# Data for this exercise:
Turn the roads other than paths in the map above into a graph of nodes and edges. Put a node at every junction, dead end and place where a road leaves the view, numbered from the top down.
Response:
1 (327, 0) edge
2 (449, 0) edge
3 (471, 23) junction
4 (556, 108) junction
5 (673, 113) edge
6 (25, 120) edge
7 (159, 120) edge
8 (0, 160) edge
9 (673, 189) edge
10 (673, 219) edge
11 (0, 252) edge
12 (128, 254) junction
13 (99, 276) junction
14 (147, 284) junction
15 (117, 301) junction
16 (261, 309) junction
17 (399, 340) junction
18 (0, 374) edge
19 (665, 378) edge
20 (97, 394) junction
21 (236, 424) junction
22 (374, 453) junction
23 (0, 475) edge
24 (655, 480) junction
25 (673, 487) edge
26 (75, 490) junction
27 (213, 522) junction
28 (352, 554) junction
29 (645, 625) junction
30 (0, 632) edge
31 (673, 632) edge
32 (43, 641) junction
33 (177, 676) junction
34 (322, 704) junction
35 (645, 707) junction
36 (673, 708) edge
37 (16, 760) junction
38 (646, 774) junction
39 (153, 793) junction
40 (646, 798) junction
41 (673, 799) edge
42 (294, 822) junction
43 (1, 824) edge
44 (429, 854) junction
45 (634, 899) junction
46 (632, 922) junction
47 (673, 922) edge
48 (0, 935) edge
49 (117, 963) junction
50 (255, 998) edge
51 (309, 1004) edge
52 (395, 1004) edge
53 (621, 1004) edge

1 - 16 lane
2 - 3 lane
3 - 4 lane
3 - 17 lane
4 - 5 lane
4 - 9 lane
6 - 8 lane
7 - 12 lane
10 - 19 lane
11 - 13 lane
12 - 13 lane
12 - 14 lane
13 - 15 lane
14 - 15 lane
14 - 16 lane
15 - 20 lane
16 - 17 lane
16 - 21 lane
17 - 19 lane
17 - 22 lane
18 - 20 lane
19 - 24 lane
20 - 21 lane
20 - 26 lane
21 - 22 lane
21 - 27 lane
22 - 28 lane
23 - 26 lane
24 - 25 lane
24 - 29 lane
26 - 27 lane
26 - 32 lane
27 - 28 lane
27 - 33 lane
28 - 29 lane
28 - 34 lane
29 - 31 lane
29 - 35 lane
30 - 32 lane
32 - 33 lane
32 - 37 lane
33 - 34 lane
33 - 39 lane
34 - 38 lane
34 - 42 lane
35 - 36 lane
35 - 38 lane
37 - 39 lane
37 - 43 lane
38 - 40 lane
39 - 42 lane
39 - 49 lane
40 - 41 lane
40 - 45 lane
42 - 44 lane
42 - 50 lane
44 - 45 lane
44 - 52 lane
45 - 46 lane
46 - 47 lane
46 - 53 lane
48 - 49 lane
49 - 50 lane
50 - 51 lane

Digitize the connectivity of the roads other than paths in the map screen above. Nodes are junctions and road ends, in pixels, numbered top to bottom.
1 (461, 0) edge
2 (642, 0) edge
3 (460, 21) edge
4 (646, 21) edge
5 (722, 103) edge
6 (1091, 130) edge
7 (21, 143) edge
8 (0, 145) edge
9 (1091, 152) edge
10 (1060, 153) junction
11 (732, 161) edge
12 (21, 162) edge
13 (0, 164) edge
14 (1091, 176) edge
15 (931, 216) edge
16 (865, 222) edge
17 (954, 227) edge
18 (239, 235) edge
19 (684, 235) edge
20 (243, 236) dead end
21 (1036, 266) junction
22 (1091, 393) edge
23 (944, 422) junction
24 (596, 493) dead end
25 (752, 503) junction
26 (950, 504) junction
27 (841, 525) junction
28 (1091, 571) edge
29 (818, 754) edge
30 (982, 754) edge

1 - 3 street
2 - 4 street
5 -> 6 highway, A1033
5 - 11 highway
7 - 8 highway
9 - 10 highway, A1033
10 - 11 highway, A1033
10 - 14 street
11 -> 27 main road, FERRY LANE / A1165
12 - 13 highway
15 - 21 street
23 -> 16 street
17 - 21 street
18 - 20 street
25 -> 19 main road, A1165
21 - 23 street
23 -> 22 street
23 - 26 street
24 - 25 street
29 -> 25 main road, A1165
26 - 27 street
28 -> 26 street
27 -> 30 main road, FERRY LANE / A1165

# Problem requirements:
Would you please give all of the entries above once more, exactly as they are?

# Answer to this problem:
Turn the roads other than paths in the map above into a graph of nodes and edges. Put a node at every junction, dead end and place where a road leaves the view, numbered from the top down.
Response:
1 (327, 0) edge
2 (449, 0) edge
3 (471, 23) junction
4 (556, 108) junction
5 (673, 113) edge
6 (25, 120) edge
7 (159, 120) edge
8 (0, 160) edge
9 (673, 189) edge
10 (673, 219) edge
11 (0, 252) edge
12 (128, 254) junction
13 (99, 276) junction
14 (147, 284) junction
15 (117, 301) junction
16 (261, 309) junction
17 (399, 340) junction
18 (0, 374) edge
19 (665, 378) edge
20 (97, 394) junction
21 (236, 424) junction
22 (374, 453) junction
23 (0, 475) edge
24 (655, 480) junction
25 (673, 487) edge
26 (75, 490) junction
27 (213, 522) junction
28 (352, 554) junction
29 (645, 625) junction
30 (0, 632) edge
31 (673, 632) edge
32 (43, 641) junction
33 (177, 676) junction
34 (322, 704) junction
35 (645, 707) junction
36 (673, 708) edge
37 (16, 760) junction
38 (646, 774) junction
39 (153, 793) junction
40 (646, 798) junction
41 (673, 799) edge
42 (294, 822) junction
43 (1, 824) edge
44 (429, 854) junction
45 (634, 899) junction
46 (632, 922) junction
47 (673, 922) edge
48 (0, 935) edge
49 (117, 963) junction
50 (255, 998) edge
51 (309, 1004) edge
52 (395, 1004) edge
53 (621, 1004) edge

1 - 16 lane
2 - 3 lane
3 - 4 lane
3 - 17 lane
4 - 5 lane
4 - 9 lane
6 - 8 lane
7 - 12 lane
10 - 19 lane
11 - 13 lane
12 - 13 lane
12 - 14 lane
13 - 15 lane
14 - 15 lane
14 - 16 lane
15 - 20 lane
16 - 17 lane
16 - 21 lane
17 - 19 lane
17 - 22 lane
18 - 20 lane
19 - 24 lane
20 - 21 lane
20 - 26 lane
21 - 22 lane
21 - 27 lane
22 - 28 lane
23 - 26 lane
24 - 25 lane
24 - 29 lane
26 - 27 lane
26 - 32 lane
27 - 28 lane
27 - 33 lane
28 - 29 lane
28 - 34 lane
29 - 31 lane
29 - 35 lane
30 - 32 lane
32 - 33 lane
32 - 37 lane
33 - 34 lane
33 - 39 lane
34 - 38 lane
34 - 42 lane
35 - 36 lane
35 - 38 lane
37 - 39 lane
37 - 43 lane
38 - 40 lane
39 - 42 lane
39 - 49 lane
40 - 41 lane
40 - 45 lane
42 - 44 lane
42 - 50 lane
44 - 45 lane
44 - 52 lane
45 - 46 lane
46 - 47 lane
46 - 53 lane
48 - 49 lane
49 - 50 lane
50 - 51 lane

Digitize the connectivity of the roads other than paths in the map screen above. Nodes are junctions and road ends, in pixels, numbered top to bottom.
1 (461, 0) edge
2 (642, 0) edge
3 (460, 21) edge
4 (646, 21) edge
5 (722, 103) edge
6 (1091, 130) edge
7 (21, 143) edge
8 (0, 145) edge
9 (1091, 152) edge
10 (1060, 153) junction
11 (732, 161) edge
12 (21, 162) edge
13 (0, 164) edge
14 (1091, 176) edge
15 (931, 216) edge
16 (865, 222) edge
17 (954, 227) edge
18 (239, 235) edge
19 (684, 235) edge
20 (243, 236) dead end
21 (1036, 266) junction
22 (1091, 393) edge
23 (944, 422) junction
24 (596, 493) dead end
25 (752, 503) junction
26 (950, 504) junction
27 (841, 525) junction
28 (1091, 571) edge
29 (818, 754) edge
30 (982, 754) edge

1 - 3 street
2 - 4 street
5 -> 6 highway, A1033
5 - 11 highway
7 - 8 highway
9 - 10 highway, A1033
10 - 11 highway, A1033
10 - 14 street
11 -> 27 main road, FERRY LANE / A1165
12 - 13 highway
15 - 21 street
23 -> 16 street
17 - 21 street
18 - 20 street
25 -> 19 main road, A1165
21 - 23 street
23 -> 22 street
23 - 26 street
24 - 25 street
29 -> 25 main road, A1165
26 - 27 street
28 -> 26 street
27 -> 30 main road, FERRY LANE / A1165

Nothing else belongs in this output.